Faced with rising pension costs and the loss of a major employer, Covington City Commission approved a property tax hike.
The commission, after about 40 minutes of debate, raised the tax to bring in 4 percent more revenue than last year, the maximum amount allowed by law not subject to voter referendum.
The vote was narrow, 3-2. Mayor Joe Meyer and Commissioners Tim Downing and Michelle Williams voted for the increase. Commissioners Jordan Huizenga and Bill Wells opposed it.
City officials warned Covington will face a $4.5 million budget hole from pension costs and the loss of the IRS facility on the river.
“This is much better to do a small increase a little bit at a time than it is to deal with a crisis and perhaps deal with draconian layoffs or a combination of a significant tax increase and still wind up with layoffs,” Meyer said.
If you own a $100,000 home in Covington, you’ll pay $14 more, with the rate going from $313 to $327.
What would cause a $4.5 million hole?
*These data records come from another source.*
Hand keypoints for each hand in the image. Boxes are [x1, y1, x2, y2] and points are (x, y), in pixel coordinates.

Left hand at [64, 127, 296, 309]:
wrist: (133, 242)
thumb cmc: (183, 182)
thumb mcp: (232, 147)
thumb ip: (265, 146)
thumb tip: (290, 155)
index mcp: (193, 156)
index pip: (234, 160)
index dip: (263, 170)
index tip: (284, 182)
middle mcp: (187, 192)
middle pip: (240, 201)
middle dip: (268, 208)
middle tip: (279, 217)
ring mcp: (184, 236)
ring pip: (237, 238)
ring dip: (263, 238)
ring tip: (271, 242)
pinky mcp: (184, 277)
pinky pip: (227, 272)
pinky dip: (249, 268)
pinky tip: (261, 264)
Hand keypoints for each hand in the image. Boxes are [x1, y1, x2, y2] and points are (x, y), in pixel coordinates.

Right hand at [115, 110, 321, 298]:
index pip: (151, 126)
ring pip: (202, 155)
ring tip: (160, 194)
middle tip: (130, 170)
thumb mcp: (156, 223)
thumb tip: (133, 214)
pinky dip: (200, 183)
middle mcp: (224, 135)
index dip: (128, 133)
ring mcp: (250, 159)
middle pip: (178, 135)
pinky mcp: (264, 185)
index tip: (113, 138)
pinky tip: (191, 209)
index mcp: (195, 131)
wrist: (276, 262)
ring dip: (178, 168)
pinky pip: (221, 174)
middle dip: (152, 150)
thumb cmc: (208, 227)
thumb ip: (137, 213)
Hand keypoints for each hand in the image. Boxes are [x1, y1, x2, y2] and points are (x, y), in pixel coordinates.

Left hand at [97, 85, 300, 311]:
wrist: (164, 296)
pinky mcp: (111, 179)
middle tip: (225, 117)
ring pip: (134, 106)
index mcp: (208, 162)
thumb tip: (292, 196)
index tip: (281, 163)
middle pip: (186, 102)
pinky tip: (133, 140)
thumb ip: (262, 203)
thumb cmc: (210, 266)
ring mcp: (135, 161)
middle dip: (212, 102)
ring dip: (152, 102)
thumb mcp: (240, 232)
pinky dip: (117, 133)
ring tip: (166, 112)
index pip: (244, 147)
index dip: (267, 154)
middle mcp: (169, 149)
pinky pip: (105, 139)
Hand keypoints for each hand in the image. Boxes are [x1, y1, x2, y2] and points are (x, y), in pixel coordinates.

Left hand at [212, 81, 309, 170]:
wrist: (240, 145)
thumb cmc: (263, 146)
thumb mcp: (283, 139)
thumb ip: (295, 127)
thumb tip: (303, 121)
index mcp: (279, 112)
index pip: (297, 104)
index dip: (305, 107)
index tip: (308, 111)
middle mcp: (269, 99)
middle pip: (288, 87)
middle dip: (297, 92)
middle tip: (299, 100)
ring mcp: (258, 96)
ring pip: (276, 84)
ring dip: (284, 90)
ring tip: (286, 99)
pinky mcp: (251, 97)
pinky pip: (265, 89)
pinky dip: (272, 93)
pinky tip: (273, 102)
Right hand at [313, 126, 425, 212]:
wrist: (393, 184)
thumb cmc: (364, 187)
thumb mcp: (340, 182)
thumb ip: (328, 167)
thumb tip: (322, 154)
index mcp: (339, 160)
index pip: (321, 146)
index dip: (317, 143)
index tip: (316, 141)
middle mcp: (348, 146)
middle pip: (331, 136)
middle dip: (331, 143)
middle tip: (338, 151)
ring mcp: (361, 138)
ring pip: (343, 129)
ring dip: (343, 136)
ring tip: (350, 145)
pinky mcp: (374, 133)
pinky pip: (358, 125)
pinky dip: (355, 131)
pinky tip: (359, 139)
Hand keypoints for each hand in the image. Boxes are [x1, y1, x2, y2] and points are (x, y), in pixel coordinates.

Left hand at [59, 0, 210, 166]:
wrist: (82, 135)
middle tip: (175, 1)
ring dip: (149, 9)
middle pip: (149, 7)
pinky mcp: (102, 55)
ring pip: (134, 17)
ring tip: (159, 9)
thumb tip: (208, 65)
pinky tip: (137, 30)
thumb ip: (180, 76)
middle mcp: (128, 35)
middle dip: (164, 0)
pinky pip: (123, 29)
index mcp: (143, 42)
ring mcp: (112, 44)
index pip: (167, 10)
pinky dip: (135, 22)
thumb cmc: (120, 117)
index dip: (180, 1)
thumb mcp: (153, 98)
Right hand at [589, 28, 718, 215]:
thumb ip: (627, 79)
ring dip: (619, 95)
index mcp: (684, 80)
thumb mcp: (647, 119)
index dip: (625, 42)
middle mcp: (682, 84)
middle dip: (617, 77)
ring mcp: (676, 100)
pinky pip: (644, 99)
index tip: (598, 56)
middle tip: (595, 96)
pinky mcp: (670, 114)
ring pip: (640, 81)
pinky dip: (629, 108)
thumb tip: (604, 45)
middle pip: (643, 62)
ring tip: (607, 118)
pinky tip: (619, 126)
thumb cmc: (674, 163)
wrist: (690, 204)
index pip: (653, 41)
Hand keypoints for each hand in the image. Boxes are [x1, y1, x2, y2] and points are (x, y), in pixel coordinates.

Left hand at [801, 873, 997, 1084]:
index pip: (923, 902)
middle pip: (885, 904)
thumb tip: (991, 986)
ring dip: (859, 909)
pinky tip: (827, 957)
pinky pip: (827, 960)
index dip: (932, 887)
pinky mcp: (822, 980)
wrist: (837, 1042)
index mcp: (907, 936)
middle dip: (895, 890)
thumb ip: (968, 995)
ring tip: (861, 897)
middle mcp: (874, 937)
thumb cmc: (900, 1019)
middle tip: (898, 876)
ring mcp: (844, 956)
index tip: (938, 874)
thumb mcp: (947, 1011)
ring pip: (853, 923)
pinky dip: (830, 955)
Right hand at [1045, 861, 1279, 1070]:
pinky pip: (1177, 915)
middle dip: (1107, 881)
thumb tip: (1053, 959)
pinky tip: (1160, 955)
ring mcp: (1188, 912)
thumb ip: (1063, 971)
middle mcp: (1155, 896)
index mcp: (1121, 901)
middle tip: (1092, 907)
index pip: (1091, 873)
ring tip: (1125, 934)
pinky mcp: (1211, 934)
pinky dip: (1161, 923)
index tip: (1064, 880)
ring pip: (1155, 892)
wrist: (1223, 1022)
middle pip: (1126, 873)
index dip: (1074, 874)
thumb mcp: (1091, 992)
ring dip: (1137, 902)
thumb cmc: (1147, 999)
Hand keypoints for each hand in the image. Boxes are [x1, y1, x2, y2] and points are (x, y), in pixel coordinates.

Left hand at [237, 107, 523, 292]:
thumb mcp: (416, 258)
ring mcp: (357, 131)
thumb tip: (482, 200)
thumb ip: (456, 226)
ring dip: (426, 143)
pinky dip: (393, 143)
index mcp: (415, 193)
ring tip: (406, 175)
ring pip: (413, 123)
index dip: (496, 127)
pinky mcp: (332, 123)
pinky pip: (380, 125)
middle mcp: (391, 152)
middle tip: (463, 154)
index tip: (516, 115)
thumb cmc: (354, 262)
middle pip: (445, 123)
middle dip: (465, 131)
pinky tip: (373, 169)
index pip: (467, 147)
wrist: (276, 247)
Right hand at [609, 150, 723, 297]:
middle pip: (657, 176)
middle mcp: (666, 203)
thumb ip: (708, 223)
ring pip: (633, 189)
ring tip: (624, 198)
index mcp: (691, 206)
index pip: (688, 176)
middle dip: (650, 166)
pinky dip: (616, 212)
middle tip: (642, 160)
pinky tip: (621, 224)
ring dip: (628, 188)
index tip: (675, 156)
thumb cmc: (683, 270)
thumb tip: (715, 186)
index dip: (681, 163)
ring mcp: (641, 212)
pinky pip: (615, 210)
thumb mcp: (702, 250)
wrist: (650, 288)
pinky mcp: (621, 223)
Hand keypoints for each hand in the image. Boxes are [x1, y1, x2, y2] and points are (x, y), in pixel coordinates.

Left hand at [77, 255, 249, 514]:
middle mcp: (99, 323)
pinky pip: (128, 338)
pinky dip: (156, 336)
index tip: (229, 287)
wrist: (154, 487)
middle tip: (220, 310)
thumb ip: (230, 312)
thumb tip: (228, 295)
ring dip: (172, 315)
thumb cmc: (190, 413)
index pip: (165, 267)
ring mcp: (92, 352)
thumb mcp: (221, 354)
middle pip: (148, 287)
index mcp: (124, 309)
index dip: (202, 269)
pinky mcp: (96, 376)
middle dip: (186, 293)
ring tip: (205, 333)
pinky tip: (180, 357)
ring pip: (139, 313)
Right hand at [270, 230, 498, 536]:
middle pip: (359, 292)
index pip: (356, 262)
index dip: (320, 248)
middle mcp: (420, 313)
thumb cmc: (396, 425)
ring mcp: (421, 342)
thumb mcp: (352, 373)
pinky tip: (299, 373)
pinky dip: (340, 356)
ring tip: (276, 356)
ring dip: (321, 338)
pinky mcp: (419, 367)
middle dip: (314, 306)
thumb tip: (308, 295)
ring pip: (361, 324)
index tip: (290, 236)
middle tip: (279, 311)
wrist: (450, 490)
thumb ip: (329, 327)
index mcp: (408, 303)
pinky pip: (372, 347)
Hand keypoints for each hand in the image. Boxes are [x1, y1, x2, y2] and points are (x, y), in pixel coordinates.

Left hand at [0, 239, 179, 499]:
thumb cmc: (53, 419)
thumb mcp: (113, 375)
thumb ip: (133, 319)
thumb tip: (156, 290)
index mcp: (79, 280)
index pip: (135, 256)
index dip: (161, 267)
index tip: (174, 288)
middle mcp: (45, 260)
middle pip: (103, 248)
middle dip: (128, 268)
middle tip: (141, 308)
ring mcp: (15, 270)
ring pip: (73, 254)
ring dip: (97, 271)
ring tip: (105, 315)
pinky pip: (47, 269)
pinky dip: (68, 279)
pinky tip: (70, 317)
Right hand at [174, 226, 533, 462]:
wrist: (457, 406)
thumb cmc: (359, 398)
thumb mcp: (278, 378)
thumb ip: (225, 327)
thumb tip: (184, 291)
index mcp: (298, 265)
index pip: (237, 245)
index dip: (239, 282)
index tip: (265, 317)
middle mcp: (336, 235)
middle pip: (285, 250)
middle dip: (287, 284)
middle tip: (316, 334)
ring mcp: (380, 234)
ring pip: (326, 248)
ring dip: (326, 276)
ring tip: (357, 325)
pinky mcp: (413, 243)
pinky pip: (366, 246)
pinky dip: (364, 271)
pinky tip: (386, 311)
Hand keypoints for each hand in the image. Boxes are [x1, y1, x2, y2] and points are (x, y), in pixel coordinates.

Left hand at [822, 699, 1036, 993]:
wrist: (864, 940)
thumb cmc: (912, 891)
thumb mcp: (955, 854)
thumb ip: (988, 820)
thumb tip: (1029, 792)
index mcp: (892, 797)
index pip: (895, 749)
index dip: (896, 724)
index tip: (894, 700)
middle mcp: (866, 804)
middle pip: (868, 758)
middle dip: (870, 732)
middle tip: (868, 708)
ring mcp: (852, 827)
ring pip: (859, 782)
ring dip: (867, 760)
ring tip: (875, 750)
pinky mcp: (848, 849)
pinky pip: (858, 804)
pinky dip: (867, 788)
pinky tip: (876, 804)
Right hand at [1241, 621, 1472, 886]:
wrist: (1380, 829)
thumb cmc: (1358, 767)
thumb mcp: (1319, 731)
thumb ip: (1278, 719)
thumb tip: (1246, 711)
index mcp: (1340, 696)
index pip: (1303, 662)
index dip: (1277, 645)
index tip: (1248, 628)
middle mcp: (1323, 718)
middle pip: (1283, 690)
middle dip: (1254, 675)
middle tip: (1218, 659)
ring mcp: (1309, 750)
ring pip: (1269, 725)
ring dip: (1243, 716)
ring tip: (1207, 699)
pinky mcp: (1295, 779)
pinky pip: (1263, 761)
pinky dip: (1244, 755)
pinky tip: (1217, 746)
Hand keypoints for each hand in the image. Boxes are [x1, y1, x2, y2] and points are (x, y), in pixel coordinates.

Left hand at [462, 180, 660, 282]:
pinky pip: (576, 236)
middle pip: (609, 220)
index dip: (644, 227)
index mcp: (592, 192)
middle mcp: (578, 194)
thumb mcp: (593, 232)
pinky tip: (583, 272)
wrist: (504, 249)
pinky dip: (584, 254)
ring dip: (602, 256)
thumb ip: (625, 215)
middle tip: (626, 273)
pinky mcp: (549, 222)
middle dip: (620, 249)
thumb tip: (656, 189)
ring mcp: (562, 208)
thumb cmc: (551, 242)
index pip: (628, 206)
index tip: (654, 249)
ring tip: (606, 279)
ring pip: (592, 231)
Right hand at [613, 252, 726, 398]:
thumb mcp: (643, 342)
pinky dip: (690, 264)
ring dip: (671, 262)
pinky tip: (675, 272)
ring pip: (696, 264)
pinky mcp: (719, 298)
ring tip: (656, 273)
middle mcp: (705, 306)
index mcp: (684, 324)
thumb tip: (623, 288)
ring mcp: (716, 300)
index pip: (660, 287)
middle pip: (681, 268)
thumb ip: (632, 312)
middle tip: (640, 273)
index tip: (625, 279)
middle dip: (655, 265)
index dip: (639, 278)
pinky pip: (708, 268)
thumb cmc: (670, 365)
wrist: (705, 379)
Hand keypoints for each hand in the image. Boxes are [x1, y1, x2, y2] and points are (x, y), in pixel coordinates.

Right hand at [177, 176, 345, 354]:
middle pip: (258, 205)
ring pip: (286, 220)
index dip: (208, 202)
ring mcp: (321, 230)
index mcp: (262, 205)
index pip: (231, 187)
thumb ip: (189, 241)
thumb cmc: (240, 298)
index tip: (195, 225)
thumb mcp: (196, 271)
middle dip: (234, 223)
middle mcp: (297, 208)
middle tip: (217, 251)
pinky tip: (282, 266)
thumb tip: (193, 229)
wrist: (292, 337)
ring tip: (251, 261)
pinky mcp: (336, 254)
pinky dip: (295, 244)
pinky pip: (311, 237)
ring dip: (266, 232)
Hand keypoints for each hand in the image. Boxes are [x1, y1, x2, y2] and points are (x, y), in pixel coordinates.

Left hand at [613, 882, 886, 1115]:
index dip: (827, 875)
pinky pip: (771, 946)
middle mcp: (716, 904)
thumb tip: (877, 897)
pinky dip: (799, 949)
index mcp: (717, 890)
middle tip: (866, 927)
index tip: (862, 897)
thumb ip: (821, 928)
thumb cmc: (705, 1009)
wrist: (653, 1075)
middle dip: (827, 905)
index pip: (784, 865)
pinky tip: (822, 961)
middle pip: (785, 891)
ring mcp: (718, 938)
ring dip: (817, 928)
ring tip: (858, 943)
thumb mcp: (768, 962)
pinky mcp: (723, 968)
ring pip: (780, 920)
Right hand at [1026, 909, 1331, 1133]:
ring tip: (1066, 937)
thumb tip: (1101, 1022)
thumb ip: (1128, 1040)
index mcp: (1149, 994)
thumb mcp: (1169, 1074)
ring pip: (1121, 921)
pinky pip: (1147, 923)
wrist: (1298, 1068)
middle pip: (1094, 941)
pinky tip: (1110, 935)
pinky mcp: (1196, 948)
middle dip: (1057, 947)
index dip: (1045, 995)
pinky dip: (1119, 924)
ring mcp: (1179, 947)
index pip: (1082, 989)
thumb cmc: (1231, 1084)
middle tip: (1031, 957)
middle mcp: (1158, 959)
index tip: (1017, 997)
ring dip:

About $2 million of it will come from the planned closure in 2019 of the Internal Revenue Service’s bulk mail facilities on the riverfront, eliminating 1,800 jobs.
The state pension problem also looms large. Kentucky Gov. Matt Bevin is expected to call a special session in October to address the state’s $40 billion pension debt. Johnston and other city officials, based on some estimates, fear the city’s pension costs might rise by more than $2.6 million a year.
“(The) $2.6 million is a huge and real increase that was not foreseeable” Meyer said. “We have to be responsible for that.”
The two commissioners who voted against the increase, Huizenga and Wells, both felt the city should address the crisis through budget cuts and “sound fiscal policy.”
Wells mentions several cuts he’d like to see, including a line item in the budget for $721,000 that was labeled for Covington’s bicentennial celebration, which happened two years ago.
“There’s no reason for that to be in the budget,” Wells said.
City Manager David Johnston said the line item for the bicentennial was not actually for the bicentennial. Staff forgot to change the name after the commission three months ago did a budget adjustment. It’s for various contractual services, he said.
Wells also suggested removing the constituent services representative in the city manager’s office that would save another $100,000.
Wells believed his budget changes would save the city $1 million. Huizenga spoke out in support of Wells and said the city should live within its means.
“The revenue that this tax increase would create is inconsequential in my mind and therefore not worth the additional burden on Covington residents,” Huizenga said.
The tax increase will generate an additional $340,000 a year. Over 10 years, that’s $3.4 million, Meyer said.
Downing echoed the mayor in support of the increase.
“This is part of a life raft,” Downing said. “It is not what we need to get us to shore, but part of what we need.”